--- WHAT TO WORK ON ---
In the listing, some lines may hold the string "nodes"; report how many do, as a bare number.

(Beginning of DATASET CONTENT)

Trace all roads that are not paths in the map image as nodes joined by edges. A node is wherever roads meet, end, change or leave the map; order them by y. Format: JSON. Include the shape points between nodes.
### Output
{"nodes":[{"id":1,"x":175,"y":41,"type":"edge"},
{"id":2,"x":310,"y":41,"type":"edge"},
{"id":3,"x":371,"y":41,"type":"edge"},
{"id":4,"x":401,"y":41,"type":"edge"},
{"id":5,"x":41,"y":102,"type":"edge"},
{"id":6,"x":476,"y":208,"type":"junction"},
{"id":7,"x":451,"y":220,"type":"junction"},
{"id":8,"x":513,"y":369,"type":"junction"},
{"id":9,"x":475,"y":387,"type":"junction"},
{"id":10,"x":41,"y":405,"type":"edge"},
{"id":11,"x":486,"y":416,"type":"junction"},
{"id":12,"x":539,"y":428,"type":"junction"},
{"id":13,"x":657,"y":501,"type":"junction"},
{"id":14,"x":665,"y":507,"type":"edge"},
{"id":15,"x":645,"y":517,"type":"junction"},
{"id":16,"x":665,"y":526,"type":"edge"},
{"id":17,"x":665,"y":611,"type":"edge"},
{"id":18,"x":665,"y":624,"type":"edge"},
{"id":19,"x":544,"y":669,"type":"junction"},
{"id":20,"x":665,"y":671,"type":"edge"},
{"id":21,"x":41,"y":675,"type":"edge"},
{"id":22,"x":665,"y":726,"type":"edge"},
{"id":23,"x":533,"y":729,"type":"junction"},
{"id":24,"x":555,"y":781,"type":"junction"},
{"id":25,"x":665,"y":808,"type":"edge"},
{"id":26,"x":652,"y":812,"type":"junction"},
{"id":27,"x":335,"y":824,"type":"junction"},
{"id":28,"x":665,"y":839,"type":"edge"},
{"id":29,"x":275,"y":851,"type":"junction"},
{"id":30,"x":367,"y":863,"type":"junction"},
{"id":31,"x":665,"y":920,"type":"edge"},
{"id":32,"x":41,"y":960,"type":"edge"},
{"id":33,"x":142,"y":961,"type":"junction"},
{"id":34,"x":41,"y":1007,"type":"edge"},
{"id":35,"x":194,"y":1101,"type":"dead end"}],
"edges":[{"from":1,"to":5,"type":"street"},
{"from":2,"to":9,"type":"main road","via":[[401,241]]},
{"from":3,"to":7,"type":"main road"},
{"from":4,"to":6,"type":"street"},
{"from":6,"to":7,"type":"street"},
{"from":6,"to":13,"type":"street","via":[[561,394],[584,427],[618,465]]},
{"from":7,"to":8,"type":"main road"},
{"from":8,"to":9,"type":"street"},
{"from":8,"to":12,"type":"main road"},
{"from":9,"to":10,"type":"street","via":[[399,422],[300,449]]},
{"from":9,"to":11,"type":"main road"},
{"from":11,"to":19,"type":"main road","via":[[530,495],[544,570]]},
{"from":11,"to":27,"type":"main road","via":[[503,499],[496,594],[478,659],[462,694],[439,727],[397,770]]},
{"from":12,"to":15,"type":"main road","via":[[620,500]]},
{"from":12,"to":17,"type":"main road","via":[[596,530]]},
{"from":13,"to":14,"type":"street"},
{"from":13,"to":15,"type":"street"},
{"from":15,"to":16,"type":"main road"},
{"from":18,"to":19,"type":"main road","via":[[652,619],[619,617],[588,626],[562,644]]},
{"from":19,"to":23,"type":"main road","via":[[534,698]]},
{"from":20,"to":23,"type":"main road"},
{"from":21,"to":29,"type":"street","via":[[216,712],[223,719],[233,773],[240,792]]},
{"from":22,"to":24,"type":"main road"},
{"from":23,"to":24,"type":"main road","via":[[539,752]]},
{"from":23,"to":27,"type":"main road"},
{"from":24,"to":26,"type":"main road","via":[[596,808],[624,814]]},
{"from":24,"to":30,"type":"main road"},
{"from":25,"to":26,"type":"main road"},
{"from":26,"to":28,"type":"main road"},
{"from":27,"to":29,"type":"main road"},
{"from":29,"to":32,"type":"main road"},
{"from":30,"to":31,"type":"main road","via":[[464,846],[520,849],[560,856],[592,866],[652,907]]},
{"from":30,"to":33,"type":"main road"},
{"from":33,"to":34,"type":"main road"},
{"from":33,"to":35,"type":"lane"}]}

(End of DATASET CONTENT)

--- FINISHED EXERCISE ---
2